As always you have a huge range of sources and I am always very cautious, when it comes to disagreeing with you, because you clearly know your subject.

However, all I am saying is that the fact that the use of the Krivosheev data to cover the first half of the war gives a “combat power” ratios of, Soviet to German, 1:5-6 is an illustration that the Krivosheev data may not be understating Soviet losses. It clearly does not for the first half of the war. If it does not for the first half of the war then “maybe” his data for the second half is also accurate.

I am more open minded on the subject than I may sound. A second edition of the Krivosheev book would be great. I also realise there are other Russians that have looked into these matters and may know what they are talking about.

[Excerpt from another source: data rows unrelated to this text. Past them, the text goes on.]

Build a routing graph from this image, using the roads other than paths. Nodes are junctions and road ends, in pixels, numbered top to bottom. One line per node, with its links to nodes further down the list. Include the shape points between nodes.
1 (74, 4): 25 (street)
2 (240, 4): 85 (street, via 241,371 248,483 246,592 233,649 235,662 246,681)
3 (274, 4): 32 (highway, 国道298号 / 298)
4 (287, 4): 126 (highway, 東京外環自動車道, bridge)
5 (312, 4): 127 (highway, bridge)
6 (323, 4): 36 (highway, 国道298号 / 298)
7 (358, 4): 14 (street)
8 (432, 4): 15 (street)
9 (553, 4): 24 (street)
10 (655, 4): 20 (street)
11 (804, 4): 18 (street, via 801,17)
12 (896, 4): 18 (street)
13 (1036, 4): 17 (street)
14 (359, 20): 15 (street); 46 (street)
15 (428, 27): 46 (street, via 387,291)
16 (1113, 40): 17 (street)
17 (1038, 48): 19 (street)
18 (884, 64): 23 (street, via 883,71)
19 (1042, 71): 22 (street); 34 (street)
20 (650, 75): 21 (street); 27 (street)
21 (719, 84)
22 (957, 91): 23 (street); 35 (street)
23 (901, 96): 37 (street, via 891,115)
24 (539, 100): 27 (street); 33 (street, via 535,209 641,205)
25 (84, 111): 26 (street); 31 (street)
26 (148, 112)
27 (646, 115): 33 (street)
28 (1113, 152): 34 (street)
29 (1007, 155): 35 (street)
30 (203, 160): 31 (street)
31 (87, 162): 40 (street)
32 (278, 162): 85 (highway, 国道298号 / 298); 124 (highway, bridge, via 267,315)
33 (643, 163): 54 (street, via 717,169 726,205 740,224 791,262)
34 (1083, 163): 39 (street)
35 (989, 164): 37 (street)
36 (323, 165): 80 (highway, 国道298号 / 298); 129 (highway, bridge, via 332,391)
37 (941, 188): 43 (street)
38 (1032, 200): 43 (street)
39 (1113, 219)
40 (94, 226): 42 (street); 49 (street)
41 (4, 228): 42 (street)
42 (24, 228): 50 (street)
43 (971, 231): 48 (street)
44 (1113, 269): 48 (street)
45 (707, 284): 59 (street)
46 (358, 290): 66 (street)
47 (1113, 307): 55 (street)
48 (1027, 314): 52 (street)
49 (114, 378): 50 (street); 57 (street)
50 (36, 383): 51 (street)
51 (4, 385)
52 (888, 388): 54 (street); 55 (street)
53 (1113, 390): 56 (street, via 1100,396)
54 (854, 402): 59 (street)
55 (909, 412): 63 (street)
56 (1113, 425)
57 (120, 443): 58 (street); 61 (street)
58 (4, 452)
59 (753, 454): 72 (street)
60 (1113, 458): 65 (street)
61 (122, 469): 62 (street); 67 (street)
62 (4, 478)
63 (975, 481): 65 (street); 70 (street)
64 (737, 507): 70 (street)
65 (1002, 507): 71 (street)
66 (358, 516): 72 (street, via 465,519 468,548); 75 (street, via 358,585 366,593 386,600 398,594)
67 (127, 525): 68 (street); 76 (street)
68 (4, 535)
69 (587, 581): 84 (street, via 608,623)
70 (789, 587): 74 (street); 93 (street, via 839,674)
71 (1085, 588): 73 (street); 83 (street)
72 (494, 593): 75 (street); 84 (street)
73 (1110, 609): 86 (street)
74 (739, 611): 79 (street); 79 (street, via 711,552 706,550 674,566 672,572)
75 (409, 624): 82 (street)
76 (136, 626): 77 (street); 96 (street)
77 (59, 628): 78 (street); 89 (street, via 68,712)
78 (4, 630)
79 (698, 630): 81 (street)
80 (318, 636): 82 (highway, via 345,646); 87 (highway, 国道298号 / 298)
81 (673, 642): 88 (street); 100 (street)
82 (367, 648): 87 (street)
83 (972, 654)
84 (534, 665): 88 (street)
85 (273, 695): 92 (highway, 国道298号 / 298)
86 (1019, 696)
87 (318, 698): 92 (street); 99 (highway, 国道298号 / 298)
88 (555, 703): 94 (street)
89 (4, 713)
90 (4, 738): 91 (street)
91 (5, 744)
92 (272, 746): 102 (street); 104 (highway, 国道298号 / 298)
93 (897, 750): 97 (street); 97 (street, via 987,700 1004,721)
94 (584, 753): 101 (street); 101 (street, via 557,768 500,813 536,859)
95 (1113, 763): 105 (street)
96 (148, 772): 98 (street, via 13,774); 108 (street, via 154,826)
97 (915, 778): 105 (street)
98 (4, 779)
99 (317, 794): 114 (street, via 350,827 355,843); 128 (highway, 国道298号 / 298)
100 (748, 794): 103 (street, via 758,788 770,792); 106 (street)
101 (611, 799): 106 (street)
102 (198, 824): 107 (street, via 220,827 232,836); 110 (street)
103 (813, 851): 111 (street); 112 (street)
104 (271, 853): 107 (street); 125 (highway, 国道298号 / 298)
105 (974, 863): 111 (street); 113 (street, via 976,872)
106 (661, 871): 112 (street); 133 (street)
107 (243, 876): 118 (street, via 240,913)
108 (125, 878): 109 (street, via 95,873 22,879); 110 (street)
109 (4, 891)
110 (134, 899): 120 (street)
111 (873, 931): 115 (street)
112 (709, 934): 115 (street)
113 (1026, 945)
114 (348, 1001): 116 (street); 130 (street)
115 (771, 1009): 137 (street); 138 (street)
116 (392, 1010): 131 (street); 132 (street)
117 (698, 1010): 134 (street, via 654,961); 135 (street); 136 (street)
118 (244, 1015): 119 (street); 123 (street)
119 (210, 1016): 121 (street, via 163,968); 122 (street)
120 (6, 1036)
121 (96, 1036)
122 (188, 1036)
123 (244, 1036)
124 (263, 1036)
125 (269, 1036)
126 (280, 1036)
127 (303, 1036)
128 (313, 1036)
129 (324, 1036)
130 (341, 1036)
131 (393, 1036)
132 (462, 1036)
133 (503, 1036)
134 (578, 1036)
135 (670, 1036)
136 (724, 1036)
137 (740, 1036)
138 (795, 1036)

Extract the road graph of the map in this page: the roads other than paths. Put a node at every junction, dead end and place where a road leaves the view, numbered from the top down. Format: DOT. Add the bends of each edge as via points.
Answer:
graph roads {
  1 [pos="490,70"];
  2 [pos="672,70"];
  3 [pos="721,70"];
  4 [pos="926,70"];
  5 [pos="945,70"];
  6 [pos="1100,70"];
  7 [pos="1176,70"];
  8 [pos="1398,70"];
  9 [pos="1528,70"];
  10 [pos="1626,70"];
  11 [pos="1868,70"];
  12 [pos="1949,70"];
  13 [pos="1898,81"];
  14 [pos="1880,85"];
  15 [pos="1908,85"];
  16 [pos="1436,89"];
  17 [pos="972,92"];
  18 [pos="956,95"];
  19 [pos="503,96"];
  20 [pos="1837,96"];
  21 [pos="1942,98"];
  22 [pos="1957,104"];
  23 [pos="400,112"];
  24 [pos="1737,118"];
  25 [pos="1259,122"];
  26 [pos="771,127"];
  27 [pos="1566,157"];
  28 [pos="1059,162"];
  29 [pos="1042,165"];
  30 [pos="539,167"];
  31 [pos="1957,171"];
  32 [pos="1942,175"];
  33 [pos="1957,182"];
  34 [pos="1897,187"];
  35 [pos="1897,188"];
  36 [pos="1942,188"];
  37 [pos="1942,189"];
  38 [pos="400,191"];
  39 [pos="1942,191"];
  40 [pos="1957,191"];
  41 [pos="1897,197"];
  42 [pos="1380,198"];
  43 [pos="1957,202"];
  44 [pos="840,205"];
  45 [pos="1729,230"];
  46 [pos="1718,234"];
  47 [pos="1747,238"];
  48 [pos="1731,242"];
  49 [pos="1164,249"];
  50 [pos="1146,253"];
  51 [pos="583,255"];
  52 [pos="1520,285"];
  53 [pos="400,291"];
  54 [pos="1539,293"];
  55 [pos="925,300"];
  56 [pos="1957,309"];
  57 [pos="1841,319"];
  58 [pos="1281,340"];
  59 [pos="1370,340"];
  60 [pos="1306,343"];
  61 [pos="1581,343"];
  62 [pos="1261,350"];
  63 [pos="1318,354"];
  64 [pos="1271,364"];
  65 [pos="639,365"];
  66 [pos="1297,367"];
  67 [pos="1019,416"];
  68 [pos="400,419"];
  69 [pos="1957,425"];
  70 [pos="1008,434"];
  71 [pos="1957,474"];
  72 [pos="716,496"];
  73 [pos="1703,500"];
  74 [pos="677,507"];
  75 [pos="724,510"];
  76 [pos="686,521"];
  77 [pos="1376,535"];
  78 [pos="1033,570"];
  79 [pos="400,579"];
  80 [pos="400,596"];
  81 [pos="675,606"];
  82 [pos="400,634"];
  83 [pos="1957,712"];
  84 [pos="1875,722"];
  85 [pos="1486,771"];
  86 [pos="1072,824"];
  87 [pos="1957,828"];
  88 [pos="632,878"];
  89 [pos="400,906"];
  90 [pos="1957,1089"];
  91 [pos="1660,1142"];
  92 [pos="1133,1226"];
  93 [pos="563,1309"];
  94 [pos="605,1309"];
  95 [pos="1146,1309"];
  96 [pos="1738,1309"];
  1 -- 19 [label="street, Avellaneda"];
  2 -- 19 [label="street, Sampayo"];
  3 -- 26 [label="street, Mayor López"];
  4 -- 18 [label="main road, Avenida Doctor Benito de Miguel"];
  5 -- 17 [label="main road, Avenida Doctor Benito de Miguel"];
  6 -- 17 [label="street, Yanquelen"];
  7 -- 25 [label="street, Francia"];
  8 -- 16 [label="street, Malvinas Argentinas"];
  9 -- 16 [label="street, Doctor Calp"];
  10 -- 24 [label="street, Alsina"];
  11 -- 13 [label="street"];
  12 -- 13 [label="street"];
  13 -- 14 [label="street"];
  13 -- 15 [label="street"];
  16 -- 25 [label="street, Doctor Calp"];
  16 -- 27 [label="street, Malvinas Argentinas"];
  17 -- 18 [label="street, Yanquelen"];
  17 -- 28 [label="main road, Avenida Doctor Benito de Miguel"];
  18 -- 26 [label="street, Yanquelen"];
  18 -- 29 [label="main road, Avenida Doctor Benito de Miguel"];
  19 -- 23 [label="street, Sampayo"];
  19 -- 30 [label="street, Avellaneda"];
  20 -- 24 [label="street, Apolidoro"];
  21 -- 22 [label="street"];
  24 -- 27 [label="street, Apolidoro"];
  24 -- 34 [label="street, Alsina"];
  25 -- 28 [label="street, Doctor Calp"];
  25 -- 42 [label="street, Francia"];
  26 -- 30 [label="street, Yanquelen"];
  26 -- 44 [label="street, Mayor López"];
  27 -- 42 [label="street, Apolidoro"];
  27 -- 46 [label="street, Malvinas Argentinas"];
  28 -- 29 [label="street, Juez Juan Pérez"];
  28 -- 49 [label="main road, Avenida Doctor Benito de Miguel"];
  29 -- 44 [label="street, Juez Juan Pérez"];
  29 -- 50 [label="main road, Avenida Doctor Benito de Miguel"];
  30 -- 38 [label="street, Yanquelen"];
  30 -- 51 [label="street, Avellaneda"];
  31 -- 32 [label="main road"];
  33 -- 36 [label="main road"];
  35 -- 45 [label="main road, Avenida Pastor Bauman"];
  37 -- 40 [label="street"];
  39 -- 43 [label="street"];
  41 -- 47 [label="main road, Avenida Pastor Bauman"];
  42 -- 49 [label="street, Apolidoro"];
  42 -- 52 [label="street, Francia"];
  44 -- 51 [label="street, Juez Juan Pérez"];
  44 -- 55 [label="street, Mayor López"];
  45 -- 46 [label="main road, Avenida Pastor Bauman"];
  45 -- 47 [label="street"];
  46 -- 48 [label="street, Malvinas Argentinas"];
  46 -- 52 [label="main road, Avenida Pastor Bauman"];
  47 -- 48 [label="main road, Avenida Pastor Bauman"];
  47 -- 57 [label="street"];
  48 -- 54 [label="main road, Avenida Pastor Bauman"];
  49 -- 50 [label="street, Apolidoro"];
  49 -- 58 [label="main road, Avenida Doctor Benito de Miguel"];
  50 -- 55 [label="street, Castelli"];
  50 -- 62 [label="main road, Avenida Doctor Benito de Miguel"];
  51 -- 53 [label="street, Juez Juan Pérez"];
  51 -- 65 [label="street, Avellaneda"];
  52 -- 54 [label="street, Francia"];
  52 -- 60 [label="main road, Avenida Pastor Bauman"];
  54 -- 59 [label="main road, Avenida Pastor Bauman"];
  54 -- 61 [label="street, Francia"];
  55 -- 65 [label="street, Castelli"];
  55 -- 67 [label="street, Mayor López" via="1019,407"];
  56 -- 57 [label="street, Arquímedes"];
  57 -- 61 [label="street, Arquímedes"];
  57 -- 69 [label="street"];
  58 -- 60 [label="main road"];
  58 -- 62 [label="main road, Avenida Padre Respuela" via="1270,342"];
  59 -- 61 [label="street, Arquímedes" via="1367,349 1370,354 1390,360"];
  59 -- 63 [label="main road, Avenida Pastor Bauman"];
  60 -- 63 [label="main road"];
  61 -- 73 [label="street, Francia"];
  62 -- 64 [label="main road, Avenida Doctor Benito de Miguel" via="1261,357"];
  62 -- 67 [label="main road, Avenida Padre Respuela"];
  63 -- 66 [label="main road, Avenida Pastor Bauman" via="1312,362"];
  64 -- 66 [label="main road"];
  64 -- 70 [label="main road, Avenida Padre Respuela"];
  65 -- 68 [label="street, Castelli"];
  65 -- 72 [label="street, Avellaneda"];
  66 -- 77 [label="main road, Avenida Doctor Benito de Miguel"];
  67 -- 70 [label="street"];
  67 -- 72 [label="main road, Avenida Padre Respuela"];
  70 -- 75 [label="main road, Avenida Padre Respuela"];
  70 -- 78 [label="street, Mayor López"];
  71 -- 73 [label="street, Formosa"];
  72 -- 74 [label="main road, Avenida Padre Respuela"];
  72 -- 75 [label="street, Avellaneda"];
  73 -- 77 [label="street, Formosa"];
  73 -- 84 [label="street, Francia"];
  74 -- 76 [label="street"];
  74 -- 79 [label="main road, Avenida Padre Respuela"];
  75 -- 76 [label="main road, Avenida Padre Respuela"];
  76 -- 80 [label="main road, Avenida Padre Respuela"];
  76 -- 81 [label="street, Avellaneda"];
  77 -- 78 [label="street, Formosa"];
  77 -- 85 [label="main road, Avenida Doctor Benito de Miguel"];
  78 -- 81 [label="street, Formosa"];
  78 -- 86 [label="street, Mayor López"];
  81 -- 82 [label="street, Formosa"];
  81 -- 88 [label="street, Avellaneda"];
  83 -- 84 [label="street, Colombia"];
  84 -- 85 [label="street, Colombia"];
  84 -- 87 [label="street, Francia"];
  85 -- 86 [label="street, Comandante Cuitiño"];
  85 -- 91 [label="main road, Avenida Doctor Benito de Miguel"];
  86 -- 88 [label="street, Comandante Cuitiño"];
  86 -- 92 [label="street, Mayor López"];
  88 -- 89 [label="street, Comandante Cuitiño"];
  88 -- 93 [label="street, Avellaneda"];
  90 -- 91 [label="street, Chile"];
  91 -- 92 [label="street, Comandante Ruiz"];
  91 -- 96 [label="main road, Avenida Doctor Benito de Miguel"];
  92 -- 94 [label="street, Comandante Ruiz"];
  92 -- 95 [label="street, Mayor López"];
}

I do hold to the view that if Soviet losses had been as high in the second half of the war as some claim, the Soviet would not have won.

Two points to illustrate why the Soviets did win; in my view, however little that may be worth.

Walter Dunn, in his excellent “organisational” history Hitler’s Nemesis, points out that Soviet losses in 1943 were no more than their annual intake of conscripts. When you combine this with the fact that the November 42 edition of Soviet “Combat Regulations” for rifle squad through to company, are what in the UK we would call “pure skirmishing tactics”, you begin to get an idea of why the Soviets won. They were not suffering “unsustainable losses” and were using the correct tactics.

All good fun,

All the best,

Kip.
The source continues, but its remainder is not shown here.